Наскоро покончив с формальностями, Галантерейщик приступил к вопросам:
– Ваши отношения с соответчицей прекращены?
– Да.
– Когда они прекратились?
– Летом, до моего возвращения в Англию.
– Известно ли это вашей жене?
– Я ей об этом сказал. Верит ли она мне – спросите у нее.
– Совершенно верно, и поэтому вы не оспариваете обвинение в супружеской измене, предъявленное вашей женой?
– Надо быть идиотом, чтобы его оспаривать.
В конце зала послышались смешки. Судья устремил грозный взгляд из-под очков на задние ряды, а потом – на Кита. Бесполезно, подумал Майкл. Сам он оставил подобные попытки, когда Киту было десять!
Галантерейщик продолжал:
– В таком случае соблаговолите объяснить, на каком основании вы требуете отклонить иск о разводе?
– На том основании, что между нами восстановлен, как вы это называете, «статус кво».
Брови судьи поползли вверх. Ну и тон! Ему в его собственном суде будут объяснять, что такое закон!
– Вы подразумеваете супружеские отношения в полном объеме? – не отставал Галантерейщик.
– Именно.
– Вплоть до интимных отношений?
– В том числе!
Зал ловил каждое слово, затаив дыхание. Пожалуй, второй день окажется похлеще первого. Вот это спектакль!
– А теперь, мистер Монт, я попрошу вас изложить обстоятельства…
Пока не прозвучало: «На каком основании вы требуете отклонить иск?», Энн и не задавалась этим вопросом. Услышав ответ Кита, она, судорожно стиснув лежавшие на коленях перчатки, с трудом подавила готовое вырваться «Нет!» Немыслимо! Неужели единственную ее оплошность он обернет против нее, неужели воспользуется этим, чтобы доказать свою правоту? И зачем?
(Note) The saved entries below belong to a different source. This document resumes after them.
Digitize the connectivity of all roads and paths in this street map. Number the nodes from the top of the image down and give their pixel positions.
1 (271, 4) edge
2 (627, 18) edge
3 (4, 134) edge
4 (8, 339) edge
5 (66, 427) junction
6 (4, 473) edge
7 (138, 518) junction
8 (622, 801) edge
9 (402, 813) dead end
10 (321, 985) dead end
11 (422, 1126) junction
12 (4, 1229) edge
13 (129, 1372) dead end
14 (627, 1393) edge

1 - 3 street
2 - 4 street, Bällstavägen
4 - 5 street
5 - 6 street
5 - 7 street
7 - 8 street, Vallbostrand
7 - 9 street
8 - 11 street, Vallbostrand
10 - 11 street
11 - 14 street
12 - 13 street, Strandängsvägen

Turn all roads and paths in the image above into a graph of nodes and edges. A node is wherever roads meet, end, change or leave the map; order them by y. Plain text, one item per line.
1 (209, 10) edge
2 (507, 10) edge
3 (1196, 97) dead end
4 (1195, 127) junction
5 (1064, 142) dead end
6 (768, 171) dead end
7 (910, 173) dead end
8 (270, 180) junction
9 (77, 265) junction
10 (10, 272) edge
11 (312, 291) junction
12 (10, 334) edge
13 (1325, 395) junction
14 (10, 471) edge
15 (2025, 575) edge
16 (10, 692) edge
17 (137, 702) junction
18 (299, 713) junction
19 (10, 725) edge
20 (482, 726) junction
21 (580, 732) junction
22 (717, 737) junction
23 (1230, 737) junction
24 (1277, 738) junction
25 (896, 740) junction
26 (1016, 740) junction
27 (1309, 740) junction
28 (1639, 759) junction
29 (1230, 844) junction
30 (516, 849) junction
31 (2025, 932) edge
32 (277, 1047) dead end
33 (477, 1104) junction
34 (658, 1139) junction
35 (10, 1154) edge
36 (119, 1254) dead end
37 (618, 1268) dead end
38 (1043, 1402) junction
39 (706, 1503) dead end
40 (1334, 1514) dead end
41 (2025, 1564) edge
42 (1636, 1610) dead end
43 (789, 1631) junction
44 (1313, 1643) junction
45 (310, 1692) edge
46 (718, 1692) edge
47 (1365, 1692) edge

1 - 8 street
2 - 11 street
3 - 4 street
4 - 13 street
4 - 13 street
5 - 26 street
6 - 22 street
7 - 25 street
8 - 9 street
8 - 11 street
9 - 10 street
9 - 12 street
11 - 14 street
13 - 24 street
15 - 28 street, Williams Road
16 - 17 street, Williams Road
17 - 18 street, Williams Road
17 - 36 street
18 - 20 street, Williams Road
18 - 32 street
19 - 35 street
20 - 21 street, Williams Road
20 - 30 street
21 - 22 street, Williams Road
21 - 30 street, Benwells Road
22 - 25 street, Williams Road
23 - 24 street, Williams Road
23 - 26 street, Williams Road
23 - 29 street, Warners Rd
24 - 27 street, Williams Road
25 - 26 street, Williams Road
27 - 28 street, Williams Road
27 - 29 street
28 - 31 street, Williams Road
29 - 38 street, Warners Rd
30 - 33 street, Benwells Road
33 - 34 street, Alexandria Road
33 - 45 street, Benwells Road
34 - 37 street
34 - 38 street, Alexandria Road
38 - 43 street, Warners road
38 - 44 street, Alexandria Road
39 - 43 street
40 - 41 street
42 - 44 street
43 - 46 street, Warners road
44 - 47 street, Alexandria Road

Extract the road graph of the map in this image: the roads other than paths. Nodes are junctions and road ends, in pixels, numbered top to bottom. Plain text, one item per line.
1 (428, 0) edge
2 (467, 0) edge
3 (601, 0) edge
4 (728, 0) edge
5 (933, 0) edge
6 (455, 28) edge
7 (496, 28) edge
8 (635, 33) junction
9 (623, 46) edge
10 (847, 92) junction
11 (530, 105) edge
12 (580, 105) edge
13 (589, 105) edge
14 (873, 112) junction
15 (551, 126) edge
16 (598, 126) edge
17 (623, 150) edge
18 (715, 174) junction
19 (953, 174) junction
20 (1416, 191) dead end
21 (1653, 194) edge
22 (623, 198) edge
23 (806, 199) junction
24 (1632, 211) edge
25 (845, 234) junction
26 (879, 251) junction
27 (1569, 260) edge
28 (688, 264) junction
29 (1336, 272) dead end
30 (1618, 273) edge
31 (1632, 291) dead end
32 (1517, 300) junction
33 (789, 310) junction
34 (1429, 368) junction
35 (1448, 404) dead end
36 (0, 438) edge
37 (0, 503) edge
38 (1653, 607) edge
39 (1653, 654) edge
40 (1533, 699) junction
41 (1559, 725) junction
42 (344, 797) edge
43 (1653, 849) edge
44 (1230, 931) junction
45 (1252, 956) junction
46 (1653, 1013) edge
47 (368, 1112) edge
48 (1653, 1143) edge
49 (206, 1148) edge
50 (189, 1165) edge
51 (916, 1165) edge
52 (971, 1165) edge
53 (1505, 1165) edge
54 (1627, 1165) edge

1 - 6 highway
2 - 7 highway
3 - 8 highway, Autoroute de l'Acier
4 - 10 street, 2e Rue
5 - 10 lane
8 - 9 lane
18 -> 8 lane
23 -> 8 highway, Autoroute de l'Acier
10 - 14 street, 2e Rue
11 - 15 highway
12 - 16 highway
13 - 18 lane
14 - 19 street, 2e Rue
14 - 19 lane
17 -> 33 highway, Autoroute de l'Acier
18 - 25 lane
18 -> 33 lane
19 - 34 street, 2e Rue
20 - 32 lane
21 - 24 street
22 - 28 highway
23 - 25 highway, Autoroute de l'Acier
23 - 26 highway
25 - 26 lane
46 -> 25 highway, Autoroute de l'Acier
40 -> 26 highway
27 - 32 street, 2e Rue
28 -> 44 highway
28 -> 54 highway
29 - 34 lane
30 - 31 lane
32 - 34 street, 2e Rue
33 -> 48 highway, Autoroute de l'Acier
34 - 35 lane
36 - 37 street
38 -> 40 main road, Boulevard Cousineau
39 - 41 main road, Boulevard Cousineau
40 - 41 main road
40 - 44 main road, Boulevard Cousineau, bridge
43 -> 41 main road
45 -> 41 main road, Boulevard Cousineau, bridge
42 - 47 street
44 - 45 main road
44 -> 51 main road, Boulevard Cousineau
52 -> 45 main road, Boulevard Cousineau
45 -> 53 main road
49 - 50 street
На что он надеется? Он ведь знает, она не вернется к нему. Неужели просто сам факт обладания значит для мужчины так много?
А Кит уже рассказывал про то утро в Грин-Хилле, и ее отец, и брат, и мачеха слушали…
– И вы не прибегли к какому-либо принуждению, мистер Монт?
– В этом не было надобности.
Не было, что правда, то правда. Но ее уступчивость была лишь средством ускорить его отъезд, и еще, если уж начистоту, это был как бы прощальный дар, в память о прошлом, а может, вдруг захотелось былого тепла… но не более. Кит не мог этого не понять.
Джонни сунул ей записку. «Его слово – против твоего. Боумен скажет об X».
Кит все говорил. Энн подняла глаза и вздрогнула: он смотрел прямо на нее, пока его адвокат задавал свой следующий вопрос. Будто знал, что написал ей брат, и с удовольствием играл в игру, где победа ему обеспечена.
– Итак, вы считаете, что ваш брак может быть сохранен ради самого брака?